Thursday, January 20, 2011

Reece Rushing: President Obama outlines vision for regulation

  President Obama yesterday issued a new executive order and several other directives to help ensure that regulation is cost-effective, evidence-based, and transparent to the public. He announced his plan in a Wall Street Journal op-ed.

  This effort mirrors recommendations provided by the Center for American Progress. It also draws a useful contrast to congressional conservatives who are taking aim at new safeguards to protect public health, safety, the environment, and the country’s economic well-being.

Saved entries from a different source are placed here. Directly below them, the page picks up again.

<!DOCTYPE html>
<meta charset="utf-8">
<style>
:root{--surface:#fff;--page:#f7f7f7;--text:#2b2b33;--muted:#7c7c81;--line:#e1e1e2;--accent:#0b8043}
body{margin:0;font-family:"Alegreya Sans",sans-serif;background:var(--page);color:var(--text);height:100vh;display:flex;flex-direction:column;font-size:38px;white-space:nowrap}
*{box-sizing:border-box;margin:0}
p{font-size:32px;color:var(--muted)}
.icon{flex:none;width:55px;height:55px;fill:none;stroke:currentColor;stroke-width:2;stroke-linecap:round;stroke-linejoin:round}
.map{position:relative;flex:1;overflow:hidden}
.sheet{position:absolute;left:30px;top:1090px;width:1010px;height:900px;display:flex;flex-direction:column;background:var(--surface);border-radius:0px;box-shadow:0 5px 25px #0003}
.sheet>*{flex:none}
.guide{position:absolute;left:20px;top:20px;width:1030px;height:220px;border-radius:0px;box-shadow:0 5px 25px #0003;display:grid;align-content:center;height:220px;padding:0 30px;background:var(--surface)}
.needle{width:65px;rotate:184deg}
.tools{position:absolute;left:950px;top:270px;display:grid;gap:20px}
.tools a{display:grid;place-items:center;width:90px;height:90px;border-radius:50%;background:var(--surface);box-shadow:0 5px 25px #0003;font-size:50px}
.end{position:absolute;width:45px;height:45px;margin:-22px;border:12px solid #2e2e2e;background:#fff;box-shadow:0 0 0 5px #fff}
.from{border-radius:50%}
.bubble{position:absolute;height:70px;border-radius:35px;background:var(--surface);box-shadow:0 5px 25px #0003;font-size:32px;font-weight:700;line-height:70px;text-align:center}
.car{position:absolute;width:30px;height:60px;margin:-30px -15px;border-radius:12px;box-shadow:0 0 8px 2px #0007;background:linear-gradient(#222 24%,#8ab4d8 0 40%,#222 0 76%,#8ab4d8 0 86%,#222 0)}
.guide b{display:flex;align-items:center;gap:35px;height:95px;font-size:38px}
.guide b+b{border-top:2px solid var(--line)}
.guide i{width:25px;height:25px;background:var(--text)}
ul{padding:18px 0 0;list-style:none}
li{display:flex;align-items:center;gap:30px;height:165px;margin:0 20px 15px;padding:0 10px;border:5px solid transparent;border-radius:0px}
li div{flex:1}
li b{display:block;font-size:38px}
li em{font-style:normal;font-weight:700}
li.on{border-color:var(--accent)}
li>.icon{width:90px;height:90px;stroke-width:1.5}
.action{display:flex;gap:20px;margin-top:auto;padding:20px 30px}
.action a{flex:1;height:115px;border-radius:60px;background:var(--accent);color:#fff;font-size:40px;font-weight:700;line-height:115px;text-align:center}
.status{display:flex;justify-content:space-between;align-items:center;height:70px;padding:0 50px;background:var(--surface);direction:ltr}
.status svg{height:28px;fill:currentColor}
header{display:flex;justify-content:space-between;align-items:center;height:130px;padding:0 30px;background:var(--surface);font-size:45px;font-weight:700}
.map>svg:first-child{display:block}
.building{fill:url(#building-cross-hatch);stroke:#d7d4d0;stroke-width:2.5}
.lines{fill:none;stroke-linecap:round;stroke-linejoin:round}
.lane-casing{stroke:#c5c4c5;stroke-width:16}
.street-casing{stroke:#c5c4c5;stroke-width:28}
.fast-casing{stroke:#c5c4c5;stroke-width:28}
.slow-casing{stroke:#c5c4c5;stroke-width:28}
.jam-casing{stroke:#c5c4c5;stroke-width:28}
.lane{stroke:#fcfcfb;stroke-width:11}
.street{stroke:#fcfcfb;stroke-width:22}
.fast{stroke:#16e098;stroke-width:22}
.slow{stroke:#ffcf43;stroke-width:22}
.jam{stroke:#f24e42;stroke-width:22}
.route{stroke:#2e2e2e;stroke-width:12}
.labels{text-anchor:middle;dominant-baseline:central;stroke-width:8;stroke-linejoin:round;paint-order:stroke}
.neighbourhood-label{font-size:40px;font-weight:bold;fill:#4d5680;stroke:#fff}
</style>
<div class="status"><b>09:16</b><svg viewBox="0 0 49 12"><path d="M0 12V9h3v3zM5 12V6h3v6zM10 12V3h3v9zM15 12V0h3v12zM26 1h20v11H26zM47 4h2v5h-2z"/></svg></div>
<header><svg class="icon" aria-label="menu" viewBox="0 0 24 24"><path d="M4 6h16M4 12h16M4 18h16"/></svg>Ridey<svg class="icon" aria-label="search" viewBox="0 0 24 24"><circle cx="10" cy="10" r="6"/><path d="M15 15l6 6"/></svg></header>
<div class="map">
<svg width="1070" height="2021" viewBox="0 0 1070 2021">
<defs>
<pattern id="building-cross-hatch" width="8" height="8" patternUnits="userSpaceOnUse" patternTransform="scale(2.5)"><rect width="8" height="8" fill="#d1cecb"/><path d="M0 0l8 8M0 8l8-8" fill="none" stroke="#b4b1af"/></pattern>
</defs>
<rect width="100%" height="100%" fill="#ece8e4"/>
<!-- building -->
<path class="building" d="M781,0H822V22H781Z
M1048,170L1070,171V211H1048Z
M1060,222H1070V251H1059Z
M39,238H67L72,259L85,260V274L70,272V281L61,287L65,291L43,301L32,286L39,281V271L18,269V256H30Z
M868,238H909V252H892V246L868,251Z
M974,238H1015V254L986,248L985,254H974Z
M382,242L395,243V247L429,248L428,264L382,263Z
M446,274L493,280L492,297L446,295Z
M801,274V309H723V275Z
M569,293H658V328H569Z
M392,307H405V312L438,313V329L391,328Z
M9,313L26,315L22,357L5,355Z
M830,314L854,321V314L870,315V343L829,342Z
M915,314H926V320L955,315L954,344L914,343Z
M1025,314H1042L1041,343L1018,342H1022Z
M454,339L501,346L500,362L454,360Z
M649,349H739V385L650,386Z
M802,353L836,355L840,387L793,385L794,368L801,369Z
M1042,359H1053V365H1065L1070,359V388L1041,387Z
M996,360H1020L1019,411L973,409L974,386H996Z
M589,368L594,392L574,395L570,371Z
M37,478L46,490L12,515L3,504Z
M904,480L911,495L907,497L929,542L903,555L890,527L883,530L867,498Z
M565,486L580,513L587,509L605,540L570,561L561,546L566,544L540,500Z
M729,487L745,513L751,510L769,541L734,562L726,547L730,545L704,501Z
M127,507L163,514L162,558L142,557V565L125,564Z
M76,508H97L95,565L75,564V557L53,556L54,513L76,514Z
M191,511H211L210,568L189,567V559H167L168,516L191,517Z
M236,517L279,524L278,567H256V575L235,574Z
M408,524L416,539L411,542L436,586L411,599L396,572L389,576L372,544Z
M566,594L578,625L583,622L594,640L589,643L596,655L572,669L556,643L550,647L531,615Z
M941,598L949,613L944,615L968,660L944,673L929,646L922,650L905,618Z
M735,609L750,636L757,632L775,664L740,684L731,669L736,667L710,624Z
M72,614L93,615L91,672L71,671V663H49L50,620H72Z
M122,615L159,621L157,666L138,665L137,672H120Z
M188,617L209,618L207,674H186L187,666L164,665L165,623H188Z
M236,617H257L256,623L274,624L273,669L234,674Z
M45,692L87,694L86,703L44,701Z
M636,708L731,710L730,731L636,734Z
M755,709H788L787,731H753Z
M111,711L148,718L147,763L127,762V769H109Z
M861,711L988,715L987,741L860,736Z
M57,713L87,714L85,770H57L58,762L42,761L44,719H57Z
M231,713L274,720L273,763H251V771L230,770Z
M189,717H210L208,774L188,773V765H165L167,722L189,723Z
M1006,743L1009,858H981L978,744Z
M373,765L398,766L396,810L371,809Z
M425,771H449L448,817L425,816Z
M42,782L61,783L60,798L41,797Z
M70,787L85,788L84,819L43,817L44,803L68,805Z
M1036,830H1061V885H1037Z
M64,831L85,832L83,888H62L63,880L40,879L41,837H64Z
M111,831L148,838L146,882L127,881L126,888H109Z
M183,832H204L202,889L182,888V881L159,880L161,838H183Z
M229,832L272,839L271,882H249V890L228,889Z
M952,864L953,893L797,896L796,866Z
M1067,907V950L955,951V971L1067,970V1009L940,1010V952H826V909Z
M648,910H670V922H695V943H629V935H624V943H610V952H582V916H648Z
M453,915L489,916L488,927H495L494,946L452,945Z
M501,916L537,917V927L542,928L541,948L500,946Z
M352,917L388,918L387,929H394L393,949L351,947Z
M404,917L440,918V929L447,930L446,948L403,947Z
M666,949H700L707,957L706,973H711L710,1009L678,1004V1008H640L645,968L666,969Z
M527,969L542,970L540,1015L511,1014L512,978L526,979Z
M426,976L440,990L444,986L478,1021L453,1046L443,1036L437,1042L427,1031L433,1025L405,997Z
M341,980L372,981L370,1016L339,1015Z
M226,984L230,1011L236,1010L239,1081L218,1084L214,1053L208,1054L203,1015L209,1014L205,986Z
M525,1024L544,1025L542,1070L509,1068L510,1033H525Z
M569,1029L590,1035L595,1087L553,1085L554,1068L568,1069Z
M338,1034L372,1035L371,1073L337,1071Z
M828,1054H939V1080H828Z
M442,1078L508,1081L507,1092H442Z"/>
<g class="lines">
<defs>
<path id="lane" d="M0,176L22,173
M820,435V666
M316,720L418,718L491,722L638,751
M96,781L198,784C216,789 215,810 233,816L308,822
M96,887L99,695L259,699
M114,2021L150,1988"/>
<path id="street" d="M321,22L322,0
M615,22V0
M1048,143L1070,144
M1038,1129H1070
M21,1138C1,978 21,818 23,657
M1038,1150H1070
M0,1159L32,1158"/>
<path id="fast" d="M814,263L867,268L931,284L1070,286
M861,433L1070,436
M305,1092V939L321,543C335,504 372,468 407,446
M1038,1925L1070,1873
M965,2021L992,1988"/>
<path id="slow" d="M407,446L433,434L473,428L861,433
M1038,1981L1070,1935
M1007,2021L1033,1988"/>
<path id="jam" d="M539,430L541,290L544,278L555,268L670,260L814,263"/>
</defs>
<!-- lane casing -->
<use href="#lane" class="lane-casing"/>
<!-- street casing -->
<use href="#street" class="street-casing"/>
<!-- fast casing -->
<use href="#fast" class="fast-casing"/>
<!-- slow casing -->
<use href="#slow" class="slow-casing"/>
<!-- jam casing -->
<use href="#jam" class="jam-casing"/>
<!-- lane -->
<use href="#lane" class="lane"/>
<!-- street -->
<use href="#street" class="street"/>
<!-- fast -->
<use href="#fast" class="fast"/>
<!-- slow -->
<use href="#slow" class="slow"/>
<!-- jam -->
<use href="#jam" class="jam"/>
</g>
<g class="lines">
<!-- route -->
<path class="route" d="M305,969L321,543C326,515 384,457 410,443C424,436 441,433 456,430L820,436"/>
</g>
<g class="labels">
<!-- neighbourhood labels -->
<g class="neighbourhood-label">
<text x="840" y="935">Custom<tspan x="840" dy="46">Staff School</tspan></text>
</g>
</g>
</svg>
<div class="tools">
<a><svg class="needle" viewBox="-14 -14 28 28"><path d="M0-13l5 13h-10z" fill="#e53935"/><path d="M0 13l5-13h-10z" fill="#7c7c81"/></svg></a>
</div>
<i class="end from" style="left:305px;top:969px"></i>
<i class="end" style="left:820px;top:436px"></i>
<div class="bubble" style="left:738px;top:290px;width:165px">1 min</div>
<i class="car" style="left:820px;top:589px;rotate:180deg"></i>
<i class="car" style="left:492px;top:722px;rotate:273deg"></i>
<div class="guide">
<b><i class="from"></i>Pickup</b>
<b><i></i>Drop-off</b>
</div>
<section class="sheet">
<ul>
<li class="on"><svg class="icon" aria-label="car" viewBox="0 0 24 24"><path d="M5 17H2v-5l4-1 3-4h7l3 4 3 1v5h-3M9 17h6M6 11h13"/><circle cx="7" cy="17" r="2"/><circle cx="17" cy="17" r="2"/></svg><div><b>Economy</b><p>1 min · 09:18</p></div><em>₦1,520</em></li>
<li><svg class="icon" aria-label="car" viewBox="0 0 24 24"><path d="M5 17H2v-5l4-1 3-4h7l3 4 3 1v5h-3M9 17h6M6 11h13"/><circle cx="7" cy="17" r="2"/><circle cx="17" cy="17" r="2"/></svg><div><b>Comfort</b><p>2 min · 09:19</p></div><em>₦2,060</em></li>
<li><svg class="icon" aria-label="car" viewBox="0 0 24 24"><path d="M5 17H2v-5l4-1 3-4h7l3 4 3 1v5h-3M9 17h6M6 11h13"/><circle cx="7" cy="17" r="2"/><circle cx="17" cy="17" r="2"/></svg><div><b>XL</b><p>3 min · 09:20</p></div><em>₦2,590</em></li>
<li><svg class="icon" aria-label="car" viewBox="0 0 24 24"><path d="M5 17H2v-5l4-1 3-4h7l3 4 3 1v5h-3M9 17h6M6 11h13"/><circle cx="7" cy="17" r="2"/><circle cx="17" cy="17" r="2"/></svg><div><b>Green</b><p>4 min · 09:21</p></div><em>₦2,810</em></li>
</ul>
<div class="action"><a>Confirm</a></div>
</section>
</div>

  The president notes that smart regulation has helped make the country stronger, citing child labor laws, the Clean Air Act, and protections against hidden credit card fees. The financial meltdown of 2008 and the BP oil spill show what can happen when we lack adequate regulatory oversight. “Where necessary, we won’t shy away from addressing obvious gaps: new safety rules for infant formula; procedures to stop preventable infections in hospitals; efforts to target chronic violators of workplace safety laws,” Obama writes.

  At the same time, the federal government should make sure that it does not impose unnecessary burdens on business. Regulations that are duplicative, outdated, or ineffective should be removed. And new regulation should only be adopted if the public need is clear. President Obama’s directives seek to strike the right balance so that we maximize regulatory benefits and minimize the costs.

  The new executive order asks agencies to submit plans for reviewing existing regulations “to determine whether any such regulations should be modified, streamlined, expanded, or repealed.” Agencies must also base new regulation on “the open exchange of information and perspectives” of those outside the federal government, including private-sector stakeholders and the general public, and coordinate with each other to integrate and simplify their regulatory requirements. The Center for American Progress, at the beginning of the Obama administration, offered recommendations for a new executive order along these lines.

  Accompanying the executive order, President Obama also issued two memoranda to federal agencies—one on reducing burdens to small business and another on disclosing information on regulatory compliance. The small business memo instructs agencies to make special considerations for small business to reduce regulatory burdens. This largely repeats the requirements of the Regulatory Flexibility Act of 1980, which requires agencies to analyze the effects of new regulation on small business.

  The other memo instructs agencies to make information on enforcement actions, such as warnings and citations, “accessible, downloadable, and searchable online.” Plans for doing this must be developed within 120 days. Several agencies, including the Department of Labor and the Environmental Protection Agency, already provide enforcement information through searchable websites. This sort of information can be used to hold both the government and the private sector accountable—to ensure that laws are being enforced and observed. American Progress has also recommended similar data-driven efforts.

  The president’s Wall Street Journal op-ed comes as congressional Republicans prepare for battle. Republicans have talked about using the little-used Congressional Review Act to vote down Obama administration regulations. And they are sure to try to block funding for implementing specific regulations. Prime targets include regulations to implement health care and financial reform legislation, as well as regulations to promote clean energy.

  This is a “no regulation” agenda. It assumes an infallible market no matter the evidence. Indeed, even the collapse of our financial system is not enough to convince Republicans that their anything-goes economic policies are demonstrably dangerous. President Obama offers a different vision: Regulation is sometimes necessary to safeguard the American people. Failure to act in these cases can lead to catastrophic consequences. But we also must take care to minimize burdens on business. If we do this well, we will grow the economy, create jobs, and build a healthier, safer society.

  About the author: Reece Rushing is director of government reform at the Center for American Progress.

  This article was published by the Center for American Progress.